Initiative „Die Kirche(n) im Dorf lassen” lädt zum „Gottesdienst an der Kante”

An der L277/L354 bei Keyenberg*, Samstag, den 16. Mai 2020, 17 Uhr

Der Bagger steht 200 m vor dem Dorfeingang Keyenberg. Während das Land unter Corona still steht und trotz ausstehender Leitentscheidung gräbt RWE weiter – bis an das Dorf heran. Versuche, die ­Öffentlichkeit auf diese Situation aufmerksam zu machen und mit Aktionen wie einer Menschenkette dagegen zu pro­testieren, wurden – unter Verweis auf Corona – verboten.

In dieser Situation akuter Bedrohung lädt die Initiative „Die Kirche(n) im Dorf lassen” – in Zusammenarbeit mit dem Institut für Theologie und Politik, Münster, mit Unterstützung des Katholikenrats Düren, dem ev. Kirchenkreis Jülich und dem Bündnis „Alle Dörfer bleiben” – zu einem Gottesdienst ein: „an der Kante”, mit Blick auf den näher rückenden Bagger.

Thema des Gottesdienstes ist der Schutz des Dorfes, seiner Menschen – und nicht zuletzt seiner Kirche. Die für 2023 geplante Zerstörung Keyenbergs ist Teil noch viel größerer, weltweiter Zerstörung. Der Gottesdienst will daher einen explizit christlichen Blick auf die Beziehung von Menschen und “Mitwelt” werfen. Er thematisiert die Schöpfung als Geschenk Gottes – ihre Bewahrung als Aufgabe und Herausforderung für alle Christ*innen,  ihre Zerstörung als Zurückweisung göttlicher Fürsorge, als Bruch des Bundes zwischen Gott und den Menschen. Und nicht zuletzt will er Hoffnung machen: Auf eine Welt, die nach Gerechtigkeit für die ganze Schöpfung strebt, eine Welt, die erste Schritte macht auf dem Weg zum Reich Gottes auf Erden.
Wir laden ausdrücklich alle zu diesem Gottesdienst ein, Christ*innen wie Nicht-Christ*innen, Engagierte für Klimagerechtigkeit wie Skeptiker, denn: „Wir wollen für ein neues Verständnis von Ökumene ein­stehen: die Gemeinschaft all derer, ChristInnen wie Nicht-ChristInnen, die sich dafür einsetzen, dass diese Erde bewohnbar bleibt, die ein gutes Leben für alle erkämpfen wollen. Dafür ist organisierter Widerstand durch Soziale Bewegungen „von unten“ wichtig, im Rheinland, in Europa, weltweit.“ (Abschlußerklärung der „Klimasynode von unten”, Dü­ren 2019)

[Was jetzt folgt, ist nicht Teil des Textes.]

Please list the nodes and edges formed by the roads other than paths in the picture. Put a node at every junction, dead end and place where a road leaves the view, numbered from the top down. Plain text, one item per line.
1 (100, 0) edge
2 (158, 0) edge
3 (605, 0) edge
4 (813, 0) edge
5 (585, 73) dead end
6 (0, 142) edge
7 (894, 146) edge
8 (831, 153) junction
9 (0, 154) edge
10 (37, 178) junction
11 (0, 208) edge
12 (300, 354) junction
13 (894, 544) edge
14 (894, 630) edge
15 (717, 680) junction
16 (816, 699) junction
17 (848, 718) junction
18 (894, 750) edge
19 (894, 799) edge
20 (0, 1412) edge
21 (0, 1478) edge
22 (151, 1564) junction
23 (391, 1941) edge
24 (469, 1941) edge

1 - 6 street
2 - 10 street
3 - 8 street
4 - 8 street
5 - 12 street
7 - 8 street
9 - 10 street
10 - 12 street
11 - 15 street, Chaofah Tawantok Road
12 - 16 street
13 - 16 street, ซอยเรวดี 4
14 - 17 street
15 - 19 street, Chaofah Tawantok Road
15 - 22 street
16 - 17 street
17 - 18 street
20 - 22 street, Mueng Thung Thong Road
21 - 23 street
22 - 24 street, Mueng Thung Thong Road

Die Initiative “Die Kirche(n) im Dorf lassen” entstand aus dem lokalen Widerstand gegen den lebensfeindlichen Tagebau in den bedrohten Dörfern. Überregional wurde sie mit einer Unterschriftenaktion u.a. auf dem Katholikentag 2018 bekannt: Sie forderte die Bischöfe von Köln und Aachen auf, die von den Baggern bedrohten Kirchen nicht an RWE zu verkaufen, sondern sich nur einer gerichtlich verfügten Enteignung zu beugen – und sich so mit den Menschen in den bedrohten Dörfern zu solidarisieren. Die Bischöfe verweigerten die Annahme der knapp viertausend Unterschriften, die Kirchen sind inzwischen alle an RWE verkauft worden.

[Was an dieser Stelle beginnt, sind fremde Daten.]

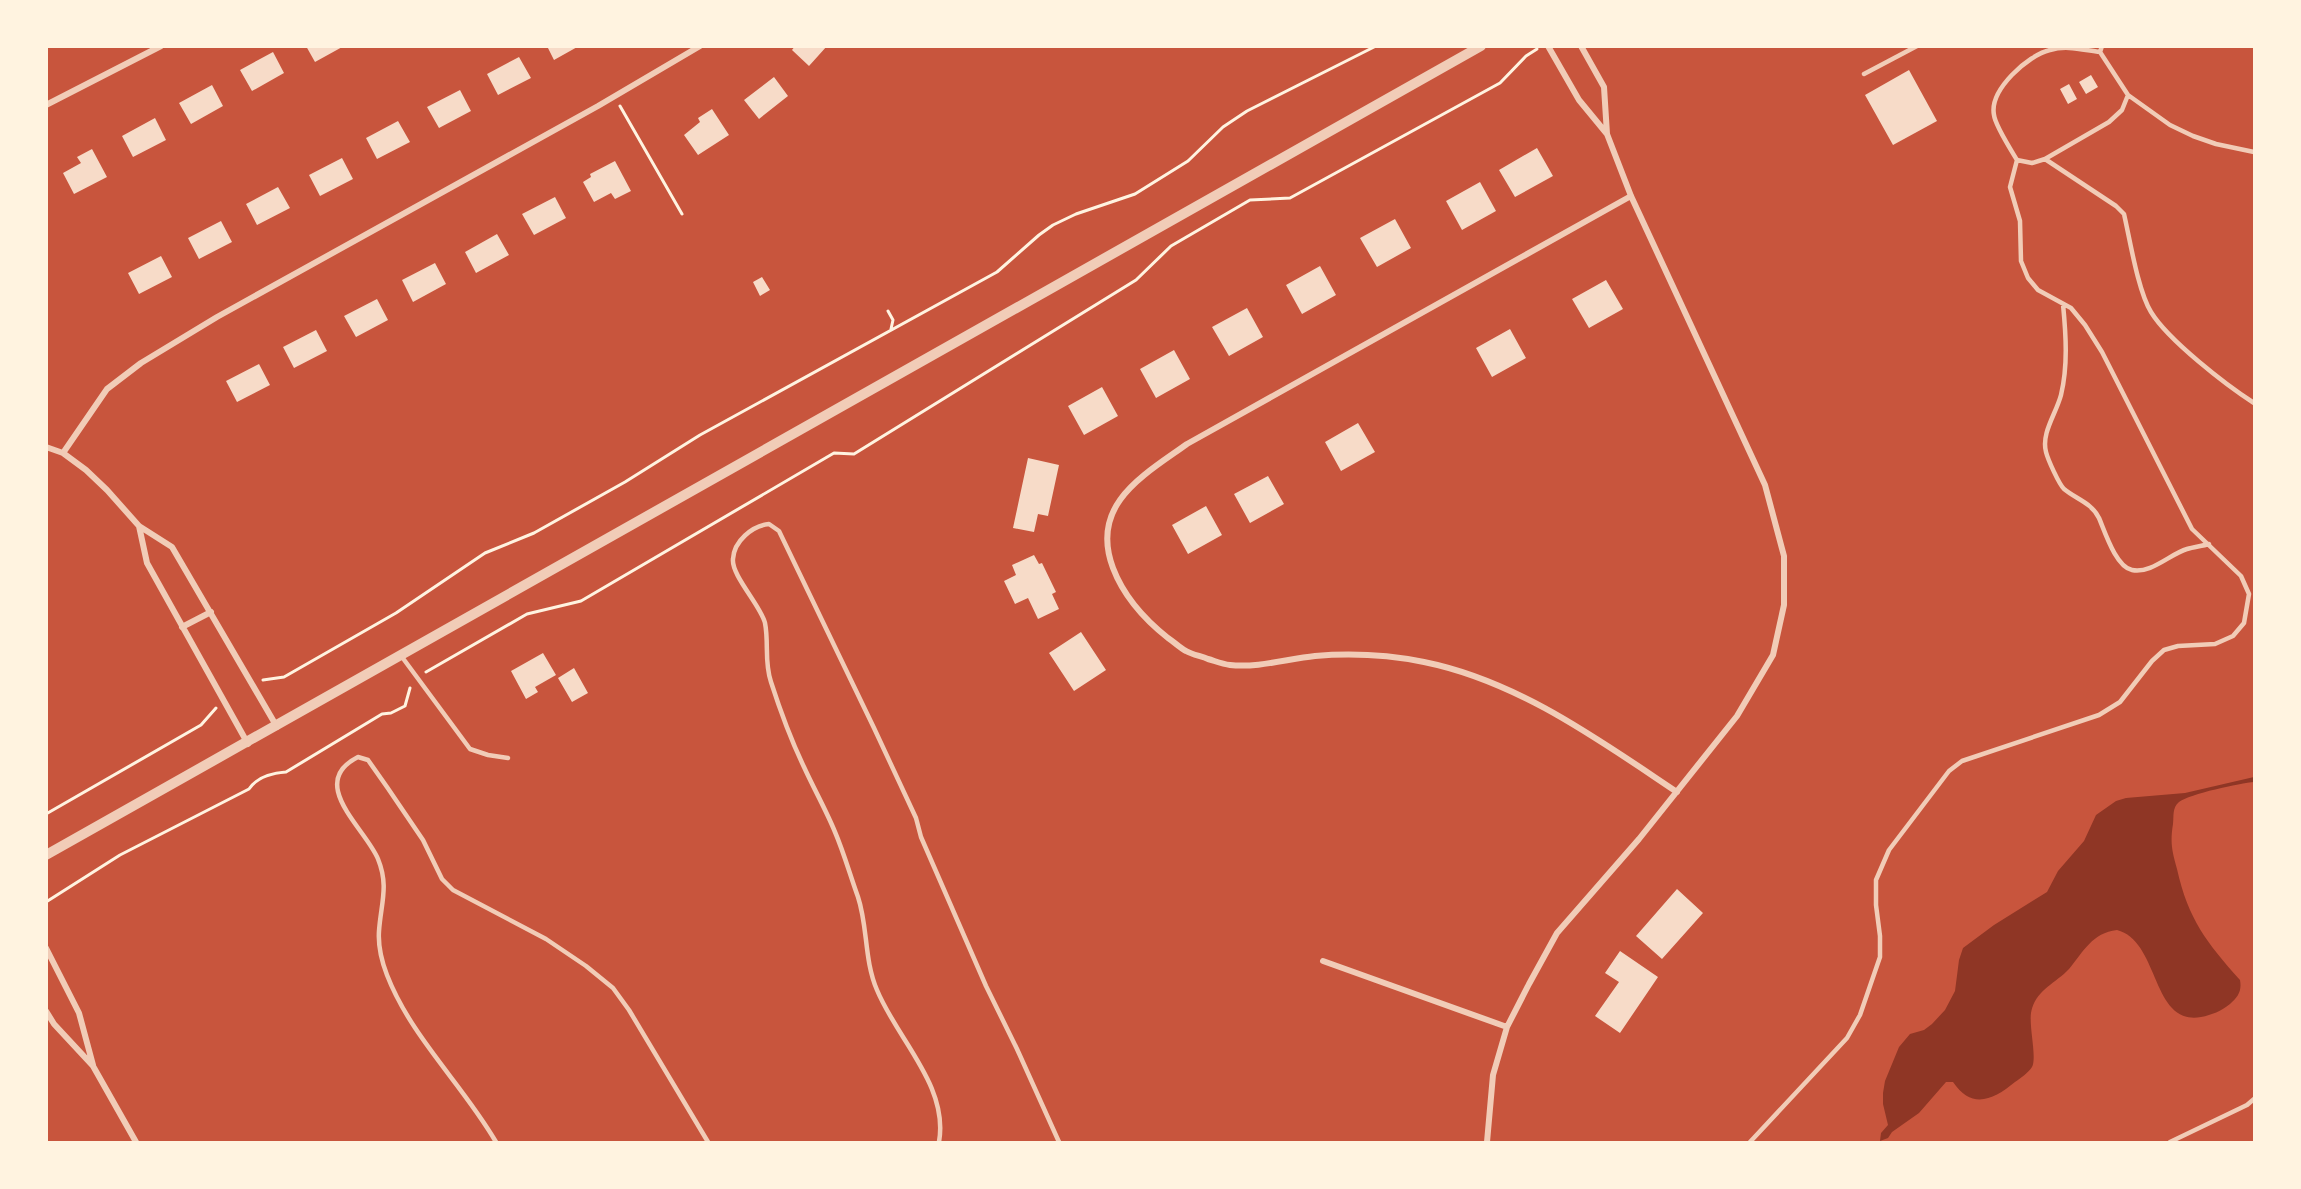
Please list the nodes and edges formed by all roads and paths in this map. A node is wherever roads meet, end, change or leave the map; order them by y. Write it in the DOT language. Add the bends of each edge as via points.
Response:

Über den konkreten Einsatz für die bedrohten Kirchen hinaus versteht sich die Initiative als Teil der weltweiten Bewegung für globale Klimagerechtigkeit. Gleichzeitig sieht sie sich als als Teil einer wachsenden christlichen Klimabewegung: Sie existiert längst, zeigt sich in vielfältigen Aktionen, ob auf lokaler Ebene, in Gemeinden, in- und außerhalb kirchlicher Strukturen, spektakulär mit Gottesdiensten und Sitzblockaden im Hambacher Wald oder eher diskursiv bei der „Klimasynode von unten“. Diese Ansätze wollen die Initiative „Die Kirche(n) im Dorf lassen” – über regionale Grenzen hinaus – sichtbar machen und mit eigenen Aktionen fortführen und stärken.